In classic physics the potential energy of a compressed (or stretched) spring is

$E_{\rm sp} = (\frac{1}{2})k_{\rm sp}(\Delta l)^2$

where $\Delta l$ is the length that the spring is compressed by, $k_{\rm sp}$ is spring constant.

Also in classic physics the potential energy of two charged particles is

$E_{\rm el} = k_{\rm el}\frac{q_1q_2}{r}$

where $q_1$ is charge of particle 1, $q_2$ is charge of particle 2, $r$ – distance between the particles, $k_{\rm el}$ – Coulomb constant.

The main part

Now, suppose we have 2 observers: one is at rest with the spring and the two charged particles (lets call this observer Ralf); and the other is moving relative to these objects with a speed close to speed of light (lets call this observer Maria).

For Maria the formulas above will be different due to length contraction:

$l’=\frac{l}{\gamma} $

where $l$ – proper length, $\gamma$ – Lorentz factor.

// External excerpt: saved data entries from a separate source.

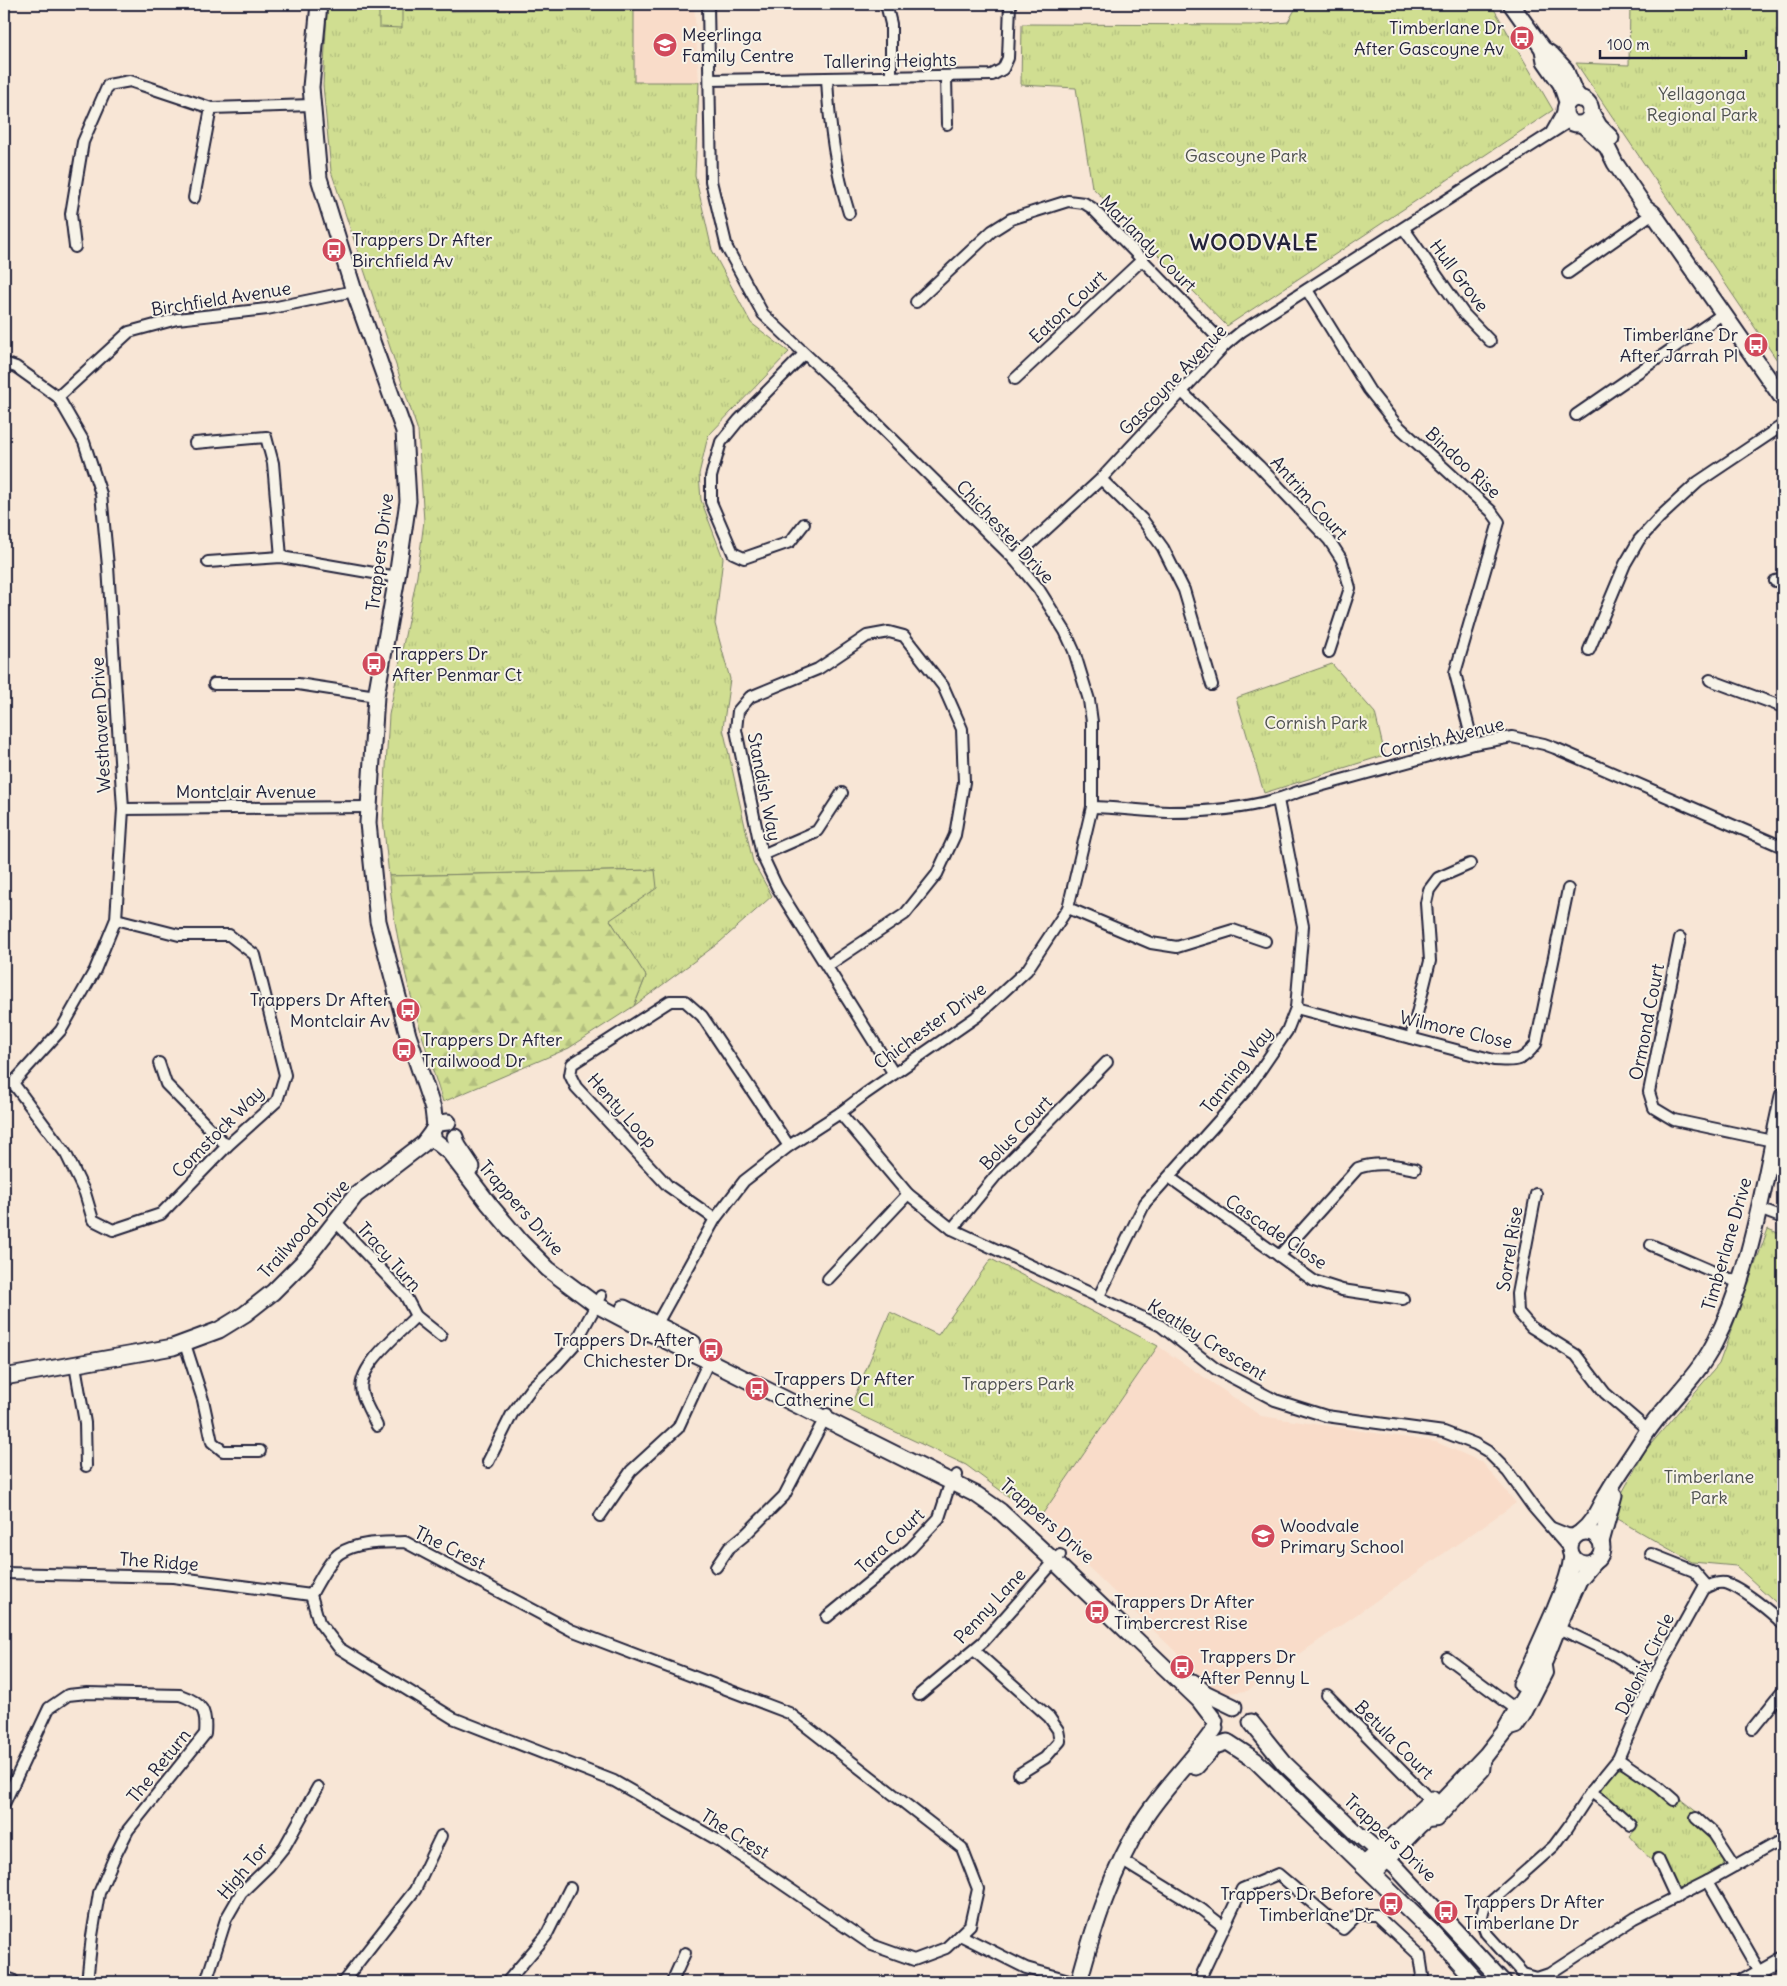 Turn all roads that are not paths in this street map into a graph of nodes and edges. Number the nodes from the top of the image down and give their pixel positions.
1 (319, 4) edge
2 (708, 4) edge
3 (886, 4) edge
4 (1010, 4) edge
5 (1511, 4) edge
6 (946, 76) junction
7 (891, 77) junction
8 (827, 78) junction
9 (710, 80) junction
10 (312, 105) junction
11 (212, 108) junction
12 (1576, 111) junction
13 (947, 124) dead end
14 (194, 198) dead end
15 (1653, 212) junction
16 (849, 213) dead end
17 (1404, 229) junction
18 (75, 247) dead end
19 (1143, 259) junction
20 (1568, 273) dead end
21 (1307, 290) junction
22 (354, 291) junction
23 (916, 302) dead end
24 (1724, 313) junction
25 (1490, 341) dead end
26 (1225, 345) junction
27 (804, 354) junction
28 (4, 363) edge
29 (1015, 379) dead end
30 (1182, 392) junction
31 (58, 397) junction
32 (1783, 399) edge
33 (1576, 415) dead end
34 (1783, 425) edge
35 (195, 444) dead end
36 (1101, 479) junction
37 (804, 524) dead end
38 (281, 556) junction
39 (1014, 559) junction
40 (208, 562) dead end
41 (397, 576) junction
42 (1589, 650) dead end
43 (1329, 652) dead end
44 (1710, 680) dead end
45 (214, 684) dead end
46 (1212, 685) dead end
47 (376, 696) junction
48 (1783, 707) edge
49 (1473, 744) junction
50 (842, 793) dead end
51 (1278, 800) junction
52 (1092, 807) junction
53 (369, 808) junction
54 (123, 809) junction
55 (1783, 847) edge
56 (762, 855) junction
57 (1470, 864) dead end
58 (1568, 889) dead end
59 (1068, 908) junction
60 (116, 919) junction
61 (1680, 938) dead end
62 (1265, 941) dead end
63 (827, 966) junction
64 (1296, 1008) junction
65 (1411, 1038) junction
66 (1107, 1062) dead end
67 (159, 1063) dead end
68 (894, 1074) junction
69 (8, 1086) edge
70 (1783, 1096) edge
71 (840, 1113) junction
72 (439, 1136) junction
73 (1773, 1141) junction
74 (227, 1146) junction
75 (789, 1146) junction
76 (1415, 1169) dead end
77 (1169, 1176) junction
78 (908, 1194) junction
79 (1536, 1194) dead end
80 (1759, 1209) junction
81 (1783, 1218) edge
82 (715, 1219) junction
83 (335, 1221) junction
84 (952, 1230) junction
85 (1651, 1245) dead end
86 (1279, 1256) junction
87 (828, 1279) dead end
88 (1739, 1283) junction
89 (1098, 1298) junction
90 (1403, 1299) dead end
91 (598, 1300) junction
92 (416, 1316) junction
93 (654, 1329) junction
94 (441, 1336) dead end
95 (185, 1344) junction
96 (711, 1357) junction
97 (76, 1365) junction
98 (4, 1377) edge
99 (827, 1416) junction
100 (377, 1426) dead end
101 (1648, 1430) junction
102 (260, 1451) dead end
103 (488, 1462) dead end
104 (1627, 1464) junction
105 (86, 1466) dead end
106 (955, 1479) junction
107 (600, 1516) dead end
108 (1551, 1528) junction
109 (1579, 1534) junction
110 (1601, 1542) junction
111 (1571, 1553) junction
112 (1651, 1554) dead end
113 (1057, 1558) junction
114 (1593, 1563) junction
115 (716, 1567) dead end
116 (4, 1573) edge
117 (1707, 1586) junction
118 (310, 1595) junction
119 (827, 1617) dead end
120 (1783, 1624) edge
121 (1553, 1625) junction
122 (974, 1650) junction
123 (1447, 1658) dead end
124 (1545, 1660) junction
125 (1653, 1679) junction
126 (1783, 1690) edge
127 (919, 1695) dead end
128 (1327, 1695) dead end
129 (1234, 1707) junction
130 (1514, 1708) junction
131 (1251, 1722) junction
132 (1215, 1724) junction
133 (1752, 1728) dead end
134 (1504, 1732) junction
135 (1228, 1743) junction
136 (1486, 1755) junction
137 (1618, 1759) junction
138 (1019, 1774) dead end
139 (318, 1787) dead end
140 (1591, 1792) junction
141 (1674, 1800) dead end
142 (4, 1804) edge
143 (1434, 1804) junction
144 (1696, 1818) dead end
145 (1631, 1825) dead end
146 (1417, 1829) junction
147 (441, 1836) dead end
148 (1783, 1839) edge
149 (1382, 1856) junction
150 (1658, 1859) dead end
151 (1124, 1862) junction
152 (1735, 1866) junction
153 (1368, 1869) junction
154 (1708, 1881) junction
155 (570, 1888) dead end
156 (1676, 1898) junction
157 (1224, 1927) junction
158 (960, 1935) junction
159 (685, 1953) dead end
160 (1783, 1960) edge
161 (1783, 1970) edge
162 (1762, 1978) edge
163 (4, 1981) edge
164 (11, 1982) edge
165 (87, 1982) edge
166 (206, 1982) edge
167 (342, 1982) edge
168 (507, 1982) edge
169 (672, 1982) edge
170 (1078, 1982) edge
171 (1089, 1982) edge
172 (1200, 1982) edge
173 (1418, 1982) edge
174 (1477, 1982) edge
175 (1503, 1982) edge
176 (1744, 1982) edge

1 - 10 main road, Trappers Drive
2 - 9 street, Chichester Drive
3 - 7 street
4 - 6 street, Tallering Heights
5 - 12 main road
6 - 7 street, Tallering Heights
6 - 13 street
7 - 8 street, Tallering Heights
8 - 9 street, Tallering Heights
8 - 16 street
9 - 27 street, Chichester Drive
10 - 11 street
10 - 22 main road, Trappers Drive
11 - 14 street
11 - 18 street
12 - 15 main road
12 - 17 street, Gascoyne Avenue
15 - 20 street
15 - 24 main road
17 - 21 street, Gascoyne Avenue
17 - 25 street, Hull Grove
19 - 23 street, Marlandy Court
19 - 26 street, Marlandy Court
19 - 29 street, Eaton Court
21 - 26 street, Gascoyne Avenue
21 - 49 street, Bindoo Rise
22 - 31 street, Birchfield Avenue
22 - 41 main road, Trappers Drive
24 - 32 main road
24 - 33 street
26 - 30 street, Gascoyne Avenue
27 - 37 street
27 - 39 street, Chichester Drive
28 - 31 street, Westhaven Drive
30 - 36 street, Gascoyne Avenue
30 - 43 street, Antrim Court
31 - 54 street, Westhaven Drive
34 - 42 street
35 - 38 street
36 - 39 street, Gascoyne Avenue
36 - 46 street
38 - 40 street
38 - 41 street
39 - 52 street, Chichester Drive
41 - 47 main road, Trappers Drive
44 - 48 street
45 - 47 street
47 - 53 main road, Trappers Drive
49 - 51 street, Cornish Avenue
49 - 55 street, Cornish Avenue
50 - 56 street
51 - 52 street, Cornish Avenue
51 - 64 street, Tanning Way
52 - 59 street, Chichester Drive
53 - 54 street, Montclair Avenue
53 - 72 main road, Trappers Drive
54 - 60 street, Westhaven Drive
56 - 63 street, Standish Way
56 - 63 street, Standish Way
57 - 65 street
58 - 65 street, Wilmore Close
59 - 62 street
59 - 68 street, Chichester Drive
60 - 69 street, Westhaven Drive
60 - 74 street, Comstock Way
61 - 73 street, Ormond Court
63 - 68 street, Standish Way
64 - 65 street, Wilmore Close
64 - 77 street, Tanning Way
66 - 84 street, Bolus Court
67 - 74 street
68 - 71 street, Chichester Drive
69 - 74 street, Comstock Way
70 - 73 main road, Timberlane Drive
71 - 75 street, Chichester Drive
71 - 78 street, Keatley Crescent
72 - 83 main road, Trailwood Drive
72 - 91 main road, Trappers Drive
73 - 80 main road, Timberlane Drive
75 - 82 street, Chichester Drive
75 - 82 street, Henty Loop
76 - 86 street
77 - 86 street, Cascade Close
77 - 89 street, Tanning Way
78 - 84 street, Keatley Crescent
78 - 87 street
79 - 101 street, Sorrel Rise
80 - 81 street
80 - 88 main road, Timberlane Drive
82 - 93 street, Chichester Drive
83 - 92 street, Tracy Turn
83 - 95 main road, Trailwood Drive
84 - 89 street, Keatley Crescent
85 - 88 street
86 - 90 street, Cascade Close
88 - 101 main road, Timberlane Drive
89 - 108 street, Keatley Crescent
91 - 93 main road, Trappers Drive
91 - 103 street
92 - 94 street, Tracy Turn
92 - 100 street, Tracy Turn
93 - 96 main road, Trappers Drive
95 - 97 main road, Trailwood Drive
95 - 102 street
96 - 99 main road, Trappers Drive
96 - 107 street
97 - 98 main road, Trailwood Drive
97 - 105 street
99 - 106 main road, Trappers Drive
99 - 115 street
101 - 104 main road, Timberlane Drive
104 - 109 main road, Timberlane Drive
104 - 110 main road, Timberlane Drive
106 - 113 main road, Trappers Drive
106 - 119 street, Tara Court
108 - 109 street
108 - 111 street, Keatley Crescent
109 - 110 main road
109 - 111 main road
110 - 114 main road
111 - 114 main road
111 - 121 main road
112 - 117 street
113 - 122 street, Penny Lane
113 - 129 main road, Trappers Drive
113 - 132 main road, Trappers Drive
114 - 121 main road
116 - 118 street, The Ridge
117 - 120 street
117 - 125 street, Delonix Circle
118 - 158 street, The Crest
118 - 158 street, The Crest
121 - 124 main road
121 - 125 street
121 - 130 main road
122 - 127 street, Penny Lane
122 - 138 street
123 - 130 street
124 - 130 main road
124 - 134 street
125 - 137 street, Delonix Circle
126 - 133 street
128 - 143 street, Betula Court
129 - 131 main road
129 - 132 main road
130 - 134 main road
130 - 143 main road
131 - 135 main road
131 - 149 main road, Trappers Drive
132 - 135 main road
132 - 151 main road
134 - 136 main road
135 - 151 main road
135 - 153 main road
136 - 143 main road
136 - 146 street
137 - 140 street, Delonix Circle
137 - 141 street
139 - 166 street, High Tor
140 - 145 street
140 - 156 street, Delonix Circle
142 - 165 street, The Return
143 - 146 main road
143 - 149 main road
144 - 152 street
146 - 149 main road
147 - 167 street
148 - 152 street, Delonix Circle
149 - 153 main road
149 - 175 main road, Trappers Drive
150 - 156 street
151 - 157 street
151 - 170 main road
151 - 171 main road
152 - 154 street, Delonix Circle
153 - 174 main road
154 - 156 street, Delonix Circle
154 - 162 street
155 - 168 street
157 - 172 street
157 - 173 street
158 - 170 street
159 - 169 street
160 - 162 main road
161 - 162 main road
162 - 176 main road
163 - 164 main road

As I understand, for Maria the potential energies of the spring and the two particles will be $\gamma$ times the potential energies measured by Ralf, that is

$E_{\rm sp}' = \gamma E_{\rm sp}$

$E_{\rm el}' =\gamma E_{\rm el}$

where $E_{\rm el}'$, $E_{\rm sp}'$ - energies measured by Maria, $E_{\rm el}$, $E_{\rm sp}$ – by Ralf.

Here I have two questions.

  1. If we try to calculate potential energy by lengths or distances, then potential energy turns out to be frame dependent. I can barely believe that, because I always thought that any type of internal energy (including potential one) is invariant both in classic physic and in special relativity. Is this true? If it is, then Ralf and Maria should get the same values for potential energies.

  2. If potential energy is frame dependent, then how can energy conservation law hold in special relativity? Examine a situation of a cart at the base of a hill and it is being pushed up to the hill by a compressed spring. Let cart start its motion with a smallest possible speed just sufficient to pass the peak of the hill. All the observers (let them move horizontally) must agree on that the cart succeeds in passing the peak of the hill. This event requires that spring gives some energy ($E=mgh$, where $h$ – height of the hill) to the cart, otherwise the cart can’t get to the peak.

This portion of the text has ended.